Given entries Start Marker
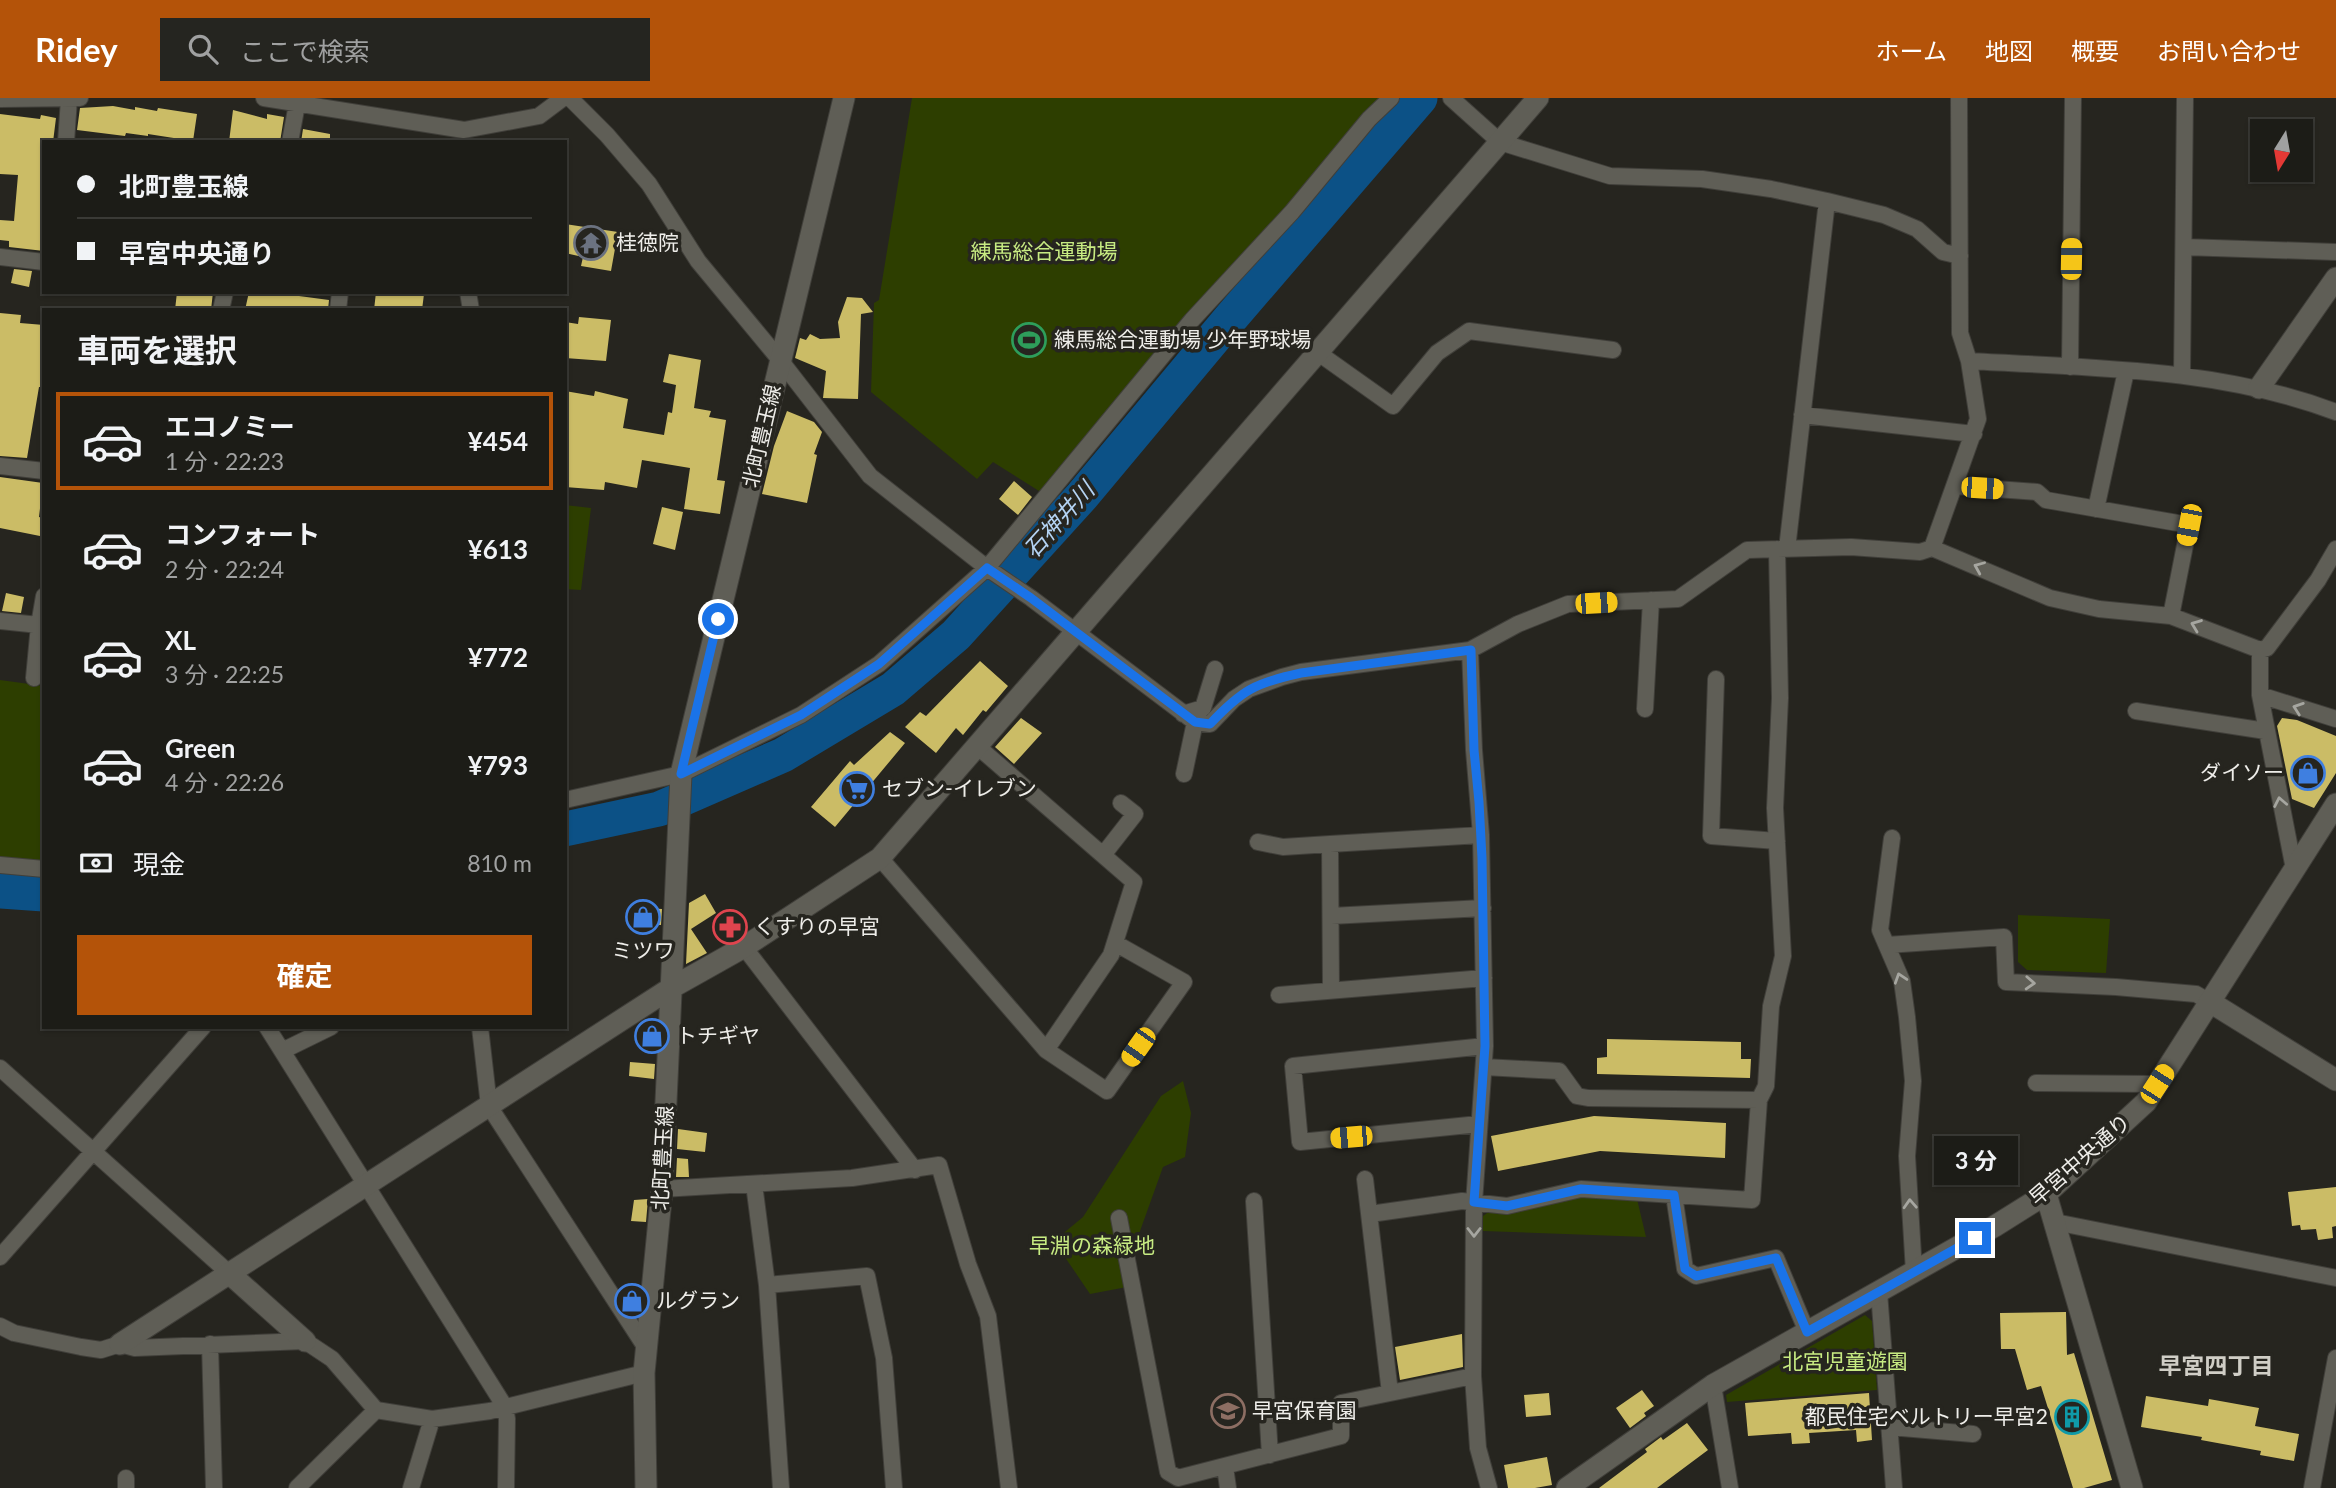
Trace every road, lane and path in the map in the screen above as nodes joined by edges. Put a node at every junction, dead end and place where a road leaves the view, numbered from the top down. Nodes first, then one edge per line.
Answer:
1 (75, 98) edge
2 (563, 98) edge
3 (570, 98) edge
4 (844, 98) edge
5 (1391, 98) edge
6 (1538, 98) edge
7 (1959, 98) edge
8 (2073, 98) edge
9 (2185, 98) edge
10 (0, 99) edge
11 (270, 99) edge
12 (1456, 102) edge
13 (297, 104) junction
14 (464, 136) edge
15 (66, 140) edge
16 (290, 140) edge
17 (1500, 142) junction
18 (1827, 201) junction
19 (2184, 247) junction
20 (2336, 252) edge
21 (1960, 256) junction
22 (0, 257) edge
23 (42, 262) edge
24 (2336, 278) edge
25 (1613, 351) dead end
26 (1317, 352) junction
27 (780, 360) junction
28 (1969, 361) junction
29 (2070, 367) junction
30 (2126, 371) junction
31 (2182, 375) junction
32 (2259, 388) junction
33 (2336, 412) edge
34 (1802, 415) junction
35 (1974, 434) junction
36 (0, 466) edge
37 (42, 471) edge
38 (1955, 486) junction
39 (2096, 509) junction
40 (1782, 549) junction
41 (2336, 549) edge
42 (1926, 550) junction
43 (991, 570) junction
44 (1651, 600) junction
45 (42, 608) edge
46 (2171, 615) junction
47 (0, 621) edge
48 (39, 625) junction
49 (1076, 633) junction
50 (1471, 650) junction
51 (2260, 650) junction
52 (1215, 669) dead end
53 (33, 678) dead end
54 (1716, 679) dead end
55 (2260, 695) junction
56 (1645, 709) dead end
57 (2136, 711) dead end
58 (1189, 718) junction
59 (2336, 719) edge
60 (2266, 732) junction
61 (977, 746) junction
62 (681, 774) junction
63 (1184, 774) dead end
64 (567, 800) edge
65 (1121, 803) dead end
66 (2336, 804) edge
67 (1481, 835) junction
68 (1892, 838) dead end
69 (1777, 841) junction
70 (1258, 842) dead end
71 (1330, 844) junction
72 (1102, 855) junction
73 (880, 858) junction
74 (0, 865) edge
75 (42, 869) edge
76 (2294, 869) junction
77 (1483, 908) junction
78 (1331, 916) junction
79 (1115, 943) junction
80 (1887, 946) junction
81 (744, 947) junction
82 (1484, 978) junction
83 (671, 988) junction
84 (1331, 991) junction
85 (1279, 995) dead end
86 (2210, 1002) junction
87 (200, 1029) edge
88 (268, 1029) edge
89 (327, 1029) edge
90 (480, 1029) edge
91 (1485, 1046) junction
92 (1046, 1050) junction
93 (282, 1051) junction
94 (1484, 1067) junction
95 (0, 1068) edge
96 (2336, 1080) edge
97 (2036, 1083) dead end
98 (2157, 1084) junction
99 (1759, 1100) junction
100 (489, 1106) junction
101 (1479, 1124) junction
102 (95, 1152) junction
103 (915, 1170) junction
104 (1365, 1180) dead end
105 (754, 1184) junction
106 (365, 1186) junction
107 (662, 1189) junction
108 (2046, 1194) junction
109 (1674, 1195) junction
110 (1254, 1202) dead end
111 (1474, 1202) junction
112 (1370, 1214) junction
113 (1119, 1218) dead end
114 (2055, 1222) junction
115 (0, 1257) edge
116 (1914, 1272) junction
117 (230, 1274) junction
118 (2336, 1278) edge
119 (767, 1285) junction
120 (1879, 1292) junction
121 (0, 1326) edge
122 (1807, 1332) junction
123 (305, 1341) junction
124 (120, 1344) junction
125 (211, 1344) junction
126 (646, 1349) junction
127 (2336, 1358) edge
128 (644, 1373) junction
129 (1473, 1376) junction
130 (1713, 1385) junction
131 (1390, 1393) junction
132 (505, 1407) junction
133 (376, 1410) junction
134 (432, 1419) junction
135 (1890, 1427) junction
136 (1973, 1434) dead end
137 (1270, 1455) junction
138 (1225, 1467) junction
139 (214, 1488) edge
140 (297, 1488) edge
141 (411, 1488) edge
142 (506, 1488) edge
143 (646, 1488) edge
144 (781, 1488) edge
145 (894, 1488) edge
146 (1009, 1488) edge
147 (1228, 1488) edge
148 (1489, 1488) edge
149 (1567, 1488) edge
150 (1730, 1488) edge
151 (1894, 1488) edge
152 (2132, 1488) edge
153 (2312, 1488) edge

1 - 10 street
1 - 15 street
2 - 14 street
3 - 27 street
4 - 27 street, 北町豊玉線
5 - 43 street
6 - 17 street
7 - 21 street
8 - 29 street
9 - 19 street
11 - 13 street
12 - 17 street
13 - 14 street
13 - 16 street
17 - 18 street
17 - 26 street
18 - 21 street
18 - 34 street
19 - 20 street
19 - 31 street
21 - 28 street
22 - 23 street
24 - 32 street
25 - 26 street
26 - 49 street
27 - 43 street
27 - 62 street, 北町豊玉線
28 - 29 street
28 - 35 street
29 - 30 street
30 - 31 street
30 - 39 street
31 - 32 street
32 - 33 street
34 - 35 street
34 - 40 street
35 - 38 street
36 - 37 street
38 - 39 street
38 - 42 street
39 - 46 street
40 - 42 street
40 - 44 street
40 - 69 street
41 - 51 street
46 -> 42 street
43 - 49 street
43 - 62 street
44 - 50 street
44 - 56 street
45 - 48 street
51 -> 46 street
47 - 48 street
48 - 53 street
49 - 58 street
49 - 61 street
50 - 58 street
50 - 67 street
51 - 55 street
52 - 58 street
54 - 69 street
59 -> 55 street
55 - 60 street
57 - 60 street
58 - 63 street
76 -> 60 street
61 - 72 street
61 - 73 street
62 - 64 street
62 - 83 street, 北町豊玉線
65 - 72 street
66 - 76 street, 早宮中央通り
67 - 71 street
67 - 77 street
68 - 80 street
69 - 99 street
70 - 71 street
71 - 78 street
72 - 79 street
73 - 81 street
73 - 92 street
74 - 75 street
76 - 86 street, 早宮中央通り
77 - 78 street
77 - 82 street
78 - 84 street
79 - 92 street
79 - 92 street
80 -> 86 street
116 -> 80 street
81 - 83 street
81 - 103 street
82 - 84 street
82 - 91 street
83 - 100 street
83 - 107 street, 北町豊玉線
84 - 85 street
86 - 96 street
86 - 98 street, 早宮中央通り
87 - 102 street
88 - 93 street
89 - 93 street
90 - 100 street
91 - 94 street
91 - 101 street
93 - 106 street
94 - 99 street
94 - 101 street
95 - 102 street
97 - 98 street
98 - 108 street, 早宮中央通り
99 - 109 street
100 - 106 street
100 - 126 street
101 - 111 street
102 - 115 street
102 - 117 street
103 - 105 street
103 - 146 street
104 - 112 street
105 - 107 street
105 - 119 street
106 - 117 street
106 - 132 street
107 - 126 street, 北町豊玉線
108 - 114 street
108 - 116 street, 早宮中央通り
109 - 111 street
109 - 122 street
110 - 137 street
111 - 112 street
111 -> 129 street
112 - 131 street
113 - 138 street
114 - 118 street
114 - 152 street
116 - 120 street, 早宮中央通り
117 - 123 street
117 - 124 street
119 - 144 street
119 - 145 street
120 - 122 street, 早宮中央通り
120 - 135 street
121 - 124 street
122 - 130 street, 早宮中央通り
123 - 125 street
123 - 133 street
124 - 125 street
125 - 139 street
126 - 128 street, 北町豊玉線
127 - 153 street
128 - 132 street
128 - 143 street, 北町豊玉線
129 - 131 street
129 - 148 street
130 - 149 street, 早宮中央通り
130 - 150 street
131 - 137 street
132 - 134 street
132 - 142 street
133 - 134 street
133 - 140 street
134 - 141 street
135 - 136 street
135 - 151 street
137 - 138 street
138 - 147 street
Given entries End Marker
Without copying any picture, repeat all of the entries exactly.

## Task output
Trace every road, lane and path in the map in the screen above as nodes joined by edges. Put a node at every junction, dead end and place where a road leaves the view, numbered from the top down. Nodes first, then one edge per line.
Answer:
1 (75, 98) edge
2 (563, 98) edge
3 (570, 98) edge
4 (844, 98) edge
5 (1391, 98) edge
6 (1538, 98) edge
7 (1959, 98) edge
8 (2073, 98) edge
9 (2185, 98) edge
10 (0, 99) edge
11 (270, 99) edge
12 (1456, 102) edge
13 (297, 104) junction
14 (464, 136) edge
15 (66, 140) edge
16 (290, 140) edge
17 (1500, 142) junction
18 (1827, 201) junction
19 (2184, 247) junction
20 (2336, 252) edge
21 (1960, 256) junction
22 (0, 257) edge
23 (42, 262) edge
24 (2336, 278) edge
25 (1613, 351) dead end
26 (1317, 352) junction
27 (780, 360) junction
28 (1969, 361) junction
29 (2070, 367) junction
30 (2126, 371) junction
31 (2182, 375) junction
32 (2259, 388) junction
33 (2336, 412) edge
34 (1802, 415) junction
35 (1974, 434) junction
36 (0, 466) edge
37 (42, 471) edge
38 (1955, 486) junction
39 (2096, 509) junction
40 (1782, 549) junction
41 (2336, 549) edge
42 (1926, 550) junction
43 (991, 570) junction
44 (1651, 600) junction
45 (42, 608) edge
46 (2171, 615) junction
47 (0, 621) edge
48 (39, 625) junction
49 (1076, 633) junction
50 (1471, 650) junction
51 (2260, 650) junction
52 (1215, 669) dead end
53 (33, 678) dead end
54 (1716, 679) dead end
55 (2260, 695) junction
56 (1645, 709) dead end
57 (2136, 711) dead end
58 (1189, 718) junction
59 (2336, 719) edge
60 (2266, 732) junction
61 (977, 746) junction
62 (681, 774) junction
63 (1184, 774) dead end
64 (567, 800) edge
65 (1121, 803) dead end
66 (2336, 804) edge
67 (1481, 835) junction
68 (1892, 838) dead end
69 (1777, 841) junction
70 (1258, 842) dead end
71 (1330, 844) junction
72 (1102, 855) junction
73 (880, 858) junction
74 (0, 865) edge
75 (42, 869) edge
76 (2294, 869) junction
77 (1483, 908) junction
78 (1331, 916) junction
79 (1115, 943) junction
80 (1887, 946) junction
81 (744, 947) junction
82 (1484, 978) junction
83 (671, 988) junction
84 (1331, 991) junction
85 (1279, 995) dead end
86 (2210, 1002) junction
87 (200, 1029) edge
88 (268, 1029) edge
89 (327, 1029) edge
90 (480, 1029) edge
91 (1485, 1046) junction
92 (1046, 1050) junction
93 (282, 1051) junction
94 (1484, 1067) junction
95 (0, 1068) edge
96 (2336, 1080) edge
97 (2036, 1083) dead end
98 (2157, 1084) junction
99 (1759, 1100) junction
100 (489, 1106) junction
101 (1479, 1124) junction
102 (95, 1152) junction
103 (915, 1170) junction
104 (1365, 1180) dead end
105 (754, 1184) junction
106 (365, 1186) junction
107 (662, 1189) junction
108 (2046, 1194) junction
109 (1674, 1195) junction
110 (1254, 1202) dead end
111 (1474, 1202) junction
112 (1370, 1214) junction
113 (1119, 1218) dead end
114 (2055, 1222) junction
115 (0, 1257) edge
116 (1914, 1272) junction
117 (230, 1274) junction
118 (2336, 1278) edge
119 (767, 1285) junction
120 (1879, 1292) junction
121 (0, 1326) edge
122 (1807, 1332) junction
123 (305, 1341) junction
124 (120, 1344) junction
125 (211, 1344) junction
126 (646, 1349) junction
127 (2336, 1358) edge
128 (644, 1373) junction
129 (1473, 1376) junction
130 (1713, 1385) junction
131 (1390, 1393) junction
132 (505, 1407) junction
133 (376, 1410) junction
134 (432, 1419) junction
135 (1890, 1427) junction
136 (1973, 1434) dead end
137 (1270, 1455) junction
138 (1225, 1467) junction
139 (214, 1488) edge
140 (297, 1488) edge
141 (411, 1488) edge
142 (506, 1488) edge
143 (646, 1488) edge
144 (781, 1488) edge
145 (894, 1488) edge
146 (1009, 1488) edge
147 (1228, 1488) edge
148 (1489, 1488) edge
149 (1567, 1488) edge
150 (1730, 1488) edge
151 (1894, 1488) edge
152 (2132, 1488) edge
153 (2312, 1488) edge

1 - 10 street
1 - 15 street
2 - 14 street
3 - 27 street
4 - 27 street, 北町豊玉線
5 - 43 street
6 - 17 street
7 - 21 street
8 - 29 street
9 - 19 street
11 - 13 street
12 - 17 street
13 - 14 street
13 - 16 street
17 - 18 street
17 - 26 street
18 - 21 street
18 - 34 street
19 - 20 street
19 - 31 street
21 - 28 street
22 - 23 street
24 - 32 street
25 - 26 street
26 - 49 street
27 - 43 street
27 - 62 street, 北町豊玉線
28 - 29 street
28 - 35 street
29 - 30 street
30 - 31 street
30 - 39 street
31 - 32 street
32 - 33 street
34 - 35 street
34 - 40 street
35 - 38 street
36 - 37 street
38 - 39 street
38 - 42 street
39 - 46 street
40 - 42 street
40 - 44 street
40 - 69 street
41 - 51 street
46 -> 42 street
43 - 49 street
43 - 62 street
44 - 50 street
44 - 56 street
45 - 48 street
51 -> 46 street
47 - 48 street
48 - 53 street
49 - 58 street
49 - 61 street
50 - 58 street
50 - 67 street
51 - 55 street
52 - 58 street
54 - 69 street
59 -> 55 street
55 - 60 street
57 - 60 street
58 - 63 street
76 -> 60 street
61 - 72 street
61 - 73 street
62 - 64 street
62 - 83 street, 北町豊玉線
65 - 72 street
66 - 76 street, 早宮中央通り
67 - 71 street
67 - 77 street
68 - 80 street
69 - 99 street
70 - 71 street
71 - 78 street
72 - 79 street
73 - 81 street
73 - 92 street
74 - 75 street
76 - 86 street, 早宮中央通り
77 - 78 street
77 - 82 street
78 - 84 street
79 - 92 street
79 - 92 street
80 -> 86 street
116 -> 80 street
81 - 83 street
81 - 103 street
82 - 84 street
82 - 91 street
83 - 100 street
83 - 107 street, 北町豊玉線
84 - 85 street
86 - 96 street
86 - 98 street, 早宮中央通り
87 - 102 street
88 - 93 street
89 - 93 street
90 - 100 street
91 - 94 street
91 - 101 street
93 - 106 street
94 - 99 street
94 - 101 street
95 - 102 street
97 - 98 street
98 - 108 street, 早宮中央通り
99 - 109 street
100 - 106 street
100 - 126 street
101 - 111 street
102 - 115 street
102 - 117 street
103 - 105 street
103 - 146 street
104 - 112 street
105 - 107 street
105 - 119 street
106 - 117 street
106 - 132 street
107 - 126 street, 北町豊玉線
108 - 114 street
108 - 116 street, 早宮中央通り
109 - 111 street
109 - 122 street
110 - 137 street
111 - 112 street
111 -> 129 street
112 - 131 street
113 - 138 street
114 - 118 street
114 - 152 street
116 - 120 street, 早宮中央通り
117 - 123 street
117 - 124 street
119 - 144 street
119 - 145 street
120 - 122 street, 早宮中央通り
120 - 135 street
121 - 124 street
122 - 130 street, 早宮中央通り
123 - 125 street
123 - 133 street
124 - 125 street
125 - 139 street
126 - 128 street, 北町豊玉線
127 - 153 street
128 - 132 street
128 - 143 street, 北町豊玉線
129 - 131 street
129 - 148 street
130 - 149 street, 早宮中央通り
130 - 150 street
131 - 137 street
132 - 134 street
132 - 142 street
133 - 134 street
133 - 140 street
134 - 141 street
135 - 136 street
135 - 151 street
137 - 138 street
138 - 147 street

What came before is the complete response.